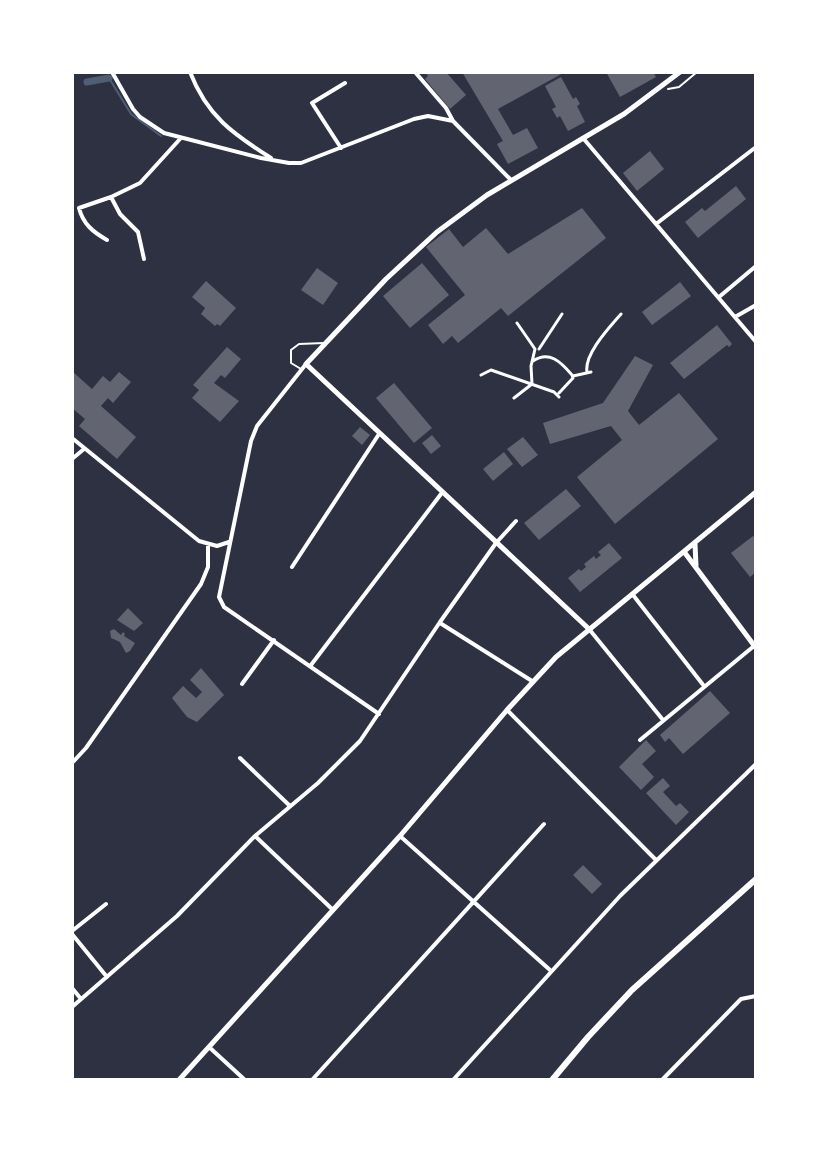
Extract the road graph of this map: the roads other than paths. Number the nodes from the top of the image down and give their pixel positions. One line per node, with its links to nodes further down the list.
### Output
1 (112, 72): 10 (street)
2 (190, 72): 13 (street)
3 (415, 72): 6 (street)
4 (680, 72): 9 (street)
5 (345, 83): 12 (street)
6 (446, 108): 7 (street); 8 (street)
7 (440, 118): 8 (street); 12 (street)
8 (453, 121): 14 (street)
9 (583, 138): 14 (street); 16 (street)
10 (180, 139): 13 (street); 15 (street)
11 (756, 147): 16 (street)
12 (341, 148): 13 (street)
13 (273, 159)
14 (511, 180): 27 (street)
15 (111, 197): 17 (street); 18 (street)
16 (656, 224): 20 (street)
17 (107, 240)
18 (144, 259)
19 (756, 266): 20 (street)
20 (719, 297): 24 (street)
21 (756, 305): 24 (street)
22 (562, 314): 28 (street)
23 (621, 314): 34 (street)
24 (735, 317): 26 (street)
25 (517, 323): 28 (street)
26 (756, 342)
27 (324, 343): 31 (street); 31 (lane)
28 (537, 349): 29 (street); 30 (street)
29 (541, 356): 30 (street); 34 (street)
30 (533, 361): 32 (street)
31 (304, 366): 38 (street); 45 (street)
32 (532, 373): 35 (street); 36 (street)
33 (481, 375): 35 (street)
34 (573, 376): 36 (street)
35 (523, 380): 36 (street)
36 (532, 384): 37 (street)
37 (514, 398)
38 (379, 434): 43 (street); 50 (street)
39 (72, 438): 40 (street)
40 (84, 449): 41 (street); 48 (street)
41 (72, 459)
42 (756, 492): 47 (street)
43 (441, 494): 46 (street); 57 (street)
44 (516, 521): 46 (street)
45 (229, 542): 48 (street); 55 (street)
46 (496, 543): 53 (street); 54 (street)
47 (696, 543): 49 (street); 51 (street)
48 (208, 546): 66 (street)
49 (684, 553): 51 (street); 52 (street)
50 (292, 567)
51 (697, 569): 56 (street)
52 (633, 595): 54 (street); 60 (street)
53 (440, 622): 58 (street); 62 (street)
54 (589, 629): 58 (street); 63 (street)
55 (274, 640): 57 (street); 59 (street)
56 (755, 647): 60 (street)
57 (311, 665): 62 (street)
58 (532, 681): 61 (street)
59 (242, 684)
60 (704, 686): 63 (street)
61 (507, 710): 71 (street); 72 (street)
62 (380, 714): 68 (street)
63 (663, 721): 64 (street)
64 (640, 740)
65 (240, 758): 68 (street)
66 (72, 763)
67 (756, 764): 72 (street)
68 (290, 806): 70 (street)
69 (544, 824): 74 (street)
70 (255, 836): 76 (street); 79 (street)
71 (400, 836): 74 (street); 76 (street)
72 (656, 860): 78 (street)
73 (756, 879): 89 (main road)
74 (474, 900): 78 (street); 87 (street)
75 (106, 904): 77 (street)
76 (332, 909): 84 (street)
77 (72, 932): 79 (street)
78 (550, 970): 88 (street)
79 (107, 977): 82 (street)
80 (72, 988): 82 (street)
81 (756, 996): 90 (street)
82 (81, 999): 83 (street)
83 (72, 1007)
84 (209, 1047): 85 (street); 86 (street)
85 (179, 1080)
86 (245, 1080)
87 (312, 1080)
88 (453, 1080)
89 (552, 1080)
90 (662, 1080)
● ● ● ● ●
• WHAT TO WORK ON:
If a record holds a picture, leave the picture out and copy the rest exactly.

• TASK RESPONSE:
Extract the road graph of this map: the roads other than paths. Number the nodes from the top of the image down and give their pixel positions. One line per node, with its links to nodes further down the list.
### Output
1 (112, 72): 10 (street)
2 (190, 72): 13 (street)
3 (415, 72): 6 (street)
4 (680, 72): 9 (street)
5 (345, 83): 12 (street)
6 (446, 108): 7 (street); 8 (street)
7 (440, 118): 8 (street); 12 (street)
8 (453, 121): 14 (street)
9 (583, 138): 14 (street); 16 (street)
10 (180, 139): 13 (street); 15 (street)
11 (756, 147): 16 (street)
12 (341, 148): 13 (street)
13 (273, 159)
14 (511, 180): 27 (street)
15 (111, 197): 17 (street); 18 (street)
16 (656, 224): 20 (street)
17 (107, 240)
18 (144, 259)
19 (756, 266): 20 (street)
20 (719, 297): 24 (street)
21 (756, 305): 24 (street)
22 (562, 314): 28 (street)
23 (621, 314): 34 (street)
24 (735, 317): 26 (street)
25 (517, 323): 28 (street)
26 (756, 342)
27 (324, 343): 31 (street); 31 (lane)
28 (537, 349): 29 (street); 30 (street)
29 (541, 356): 30 (street); 34 (street)
30 (533, 361): 32 (street)
31 (304, 366): 38 (street); 45 (street)
32 (532, 373): 35 (street); 36 (street)
33 (481, 375): 35 (street)
34 (573, 376): 36 (street)
35 (523, 380): 36 (street)
36 (532, 384): 37 (street)
37 (514, 398)
38 (379, 434): 43 (street); 50 (street)
39 (72, 438): 40 (street)
40 (84, 449): 41 (street); 48 (street)
41 (72, 459)
42 (756, 492): 47 (street)
43 (441, 494): 46 (street); 57 (street)
44 (516, 521): 46 (street)
45 (229, 542): 48 (street); 55 (street)
46 (496, 543): 53 (street); 54 (street)
47 (696, 543): 49 (street); 51 (street)
48 (208, 546): 66 (street)
49 (684, 553): 51 (street); 52 (street)
50 (292, 567)
51 (697, 569): 56 (street)
52 (633, 595): 54 (street); 60 (street)
53 (440, 622): 58 (street); 62 (street)
54 (589, 629): 58 (street); 63 (street)
55 (274, 640): 57 (street); 59 (street)
56 (755, 647): 60 (street)
57 (311, 665): 62 (street)
58 (532, 681): 61 (street)
59 (242, 684)
60 (704, 686): 63 (street)
61 (507, 710): 71 (street); 72 (street)
62 (380, 714): 68 (street)
63 (663, 721): 64 (street)
64 (640, 740)
65 (240, 758): 68 (street)
66 (72, 763)
67 (756, 764): 72 (street)
68 (290, 806): 70 (street)
69 (544, 824): 74 (street)
70 (255, 836): 76 (street); 79 (street)
71 (400, 836): 74 (street); 76 (street)
72 (656, 860): 78 (street)
73 (756, 879): 89 (main road)
74 (474, 900): 78 (street); 87 (street)
75 (106, 904): 77 (street)
76 (332, 909): 84 (street)
77 (72, 932): 79 (street)
78 (550, 970): 88 (street)
79 (107, 977): 82 (street)
80 (72, 988): 82 (street)
81 (756, 996): 90 (street)
82 (81, 999): 83 (street)
83 (72, 1007)
84 (209, 1047): 85 (street); 86 (street)
85 (179, 1080)
86 (245, 1080)
87 (312, 1080)
88 (453, 1080)
89 (552, 1080)
90 (662, 1080)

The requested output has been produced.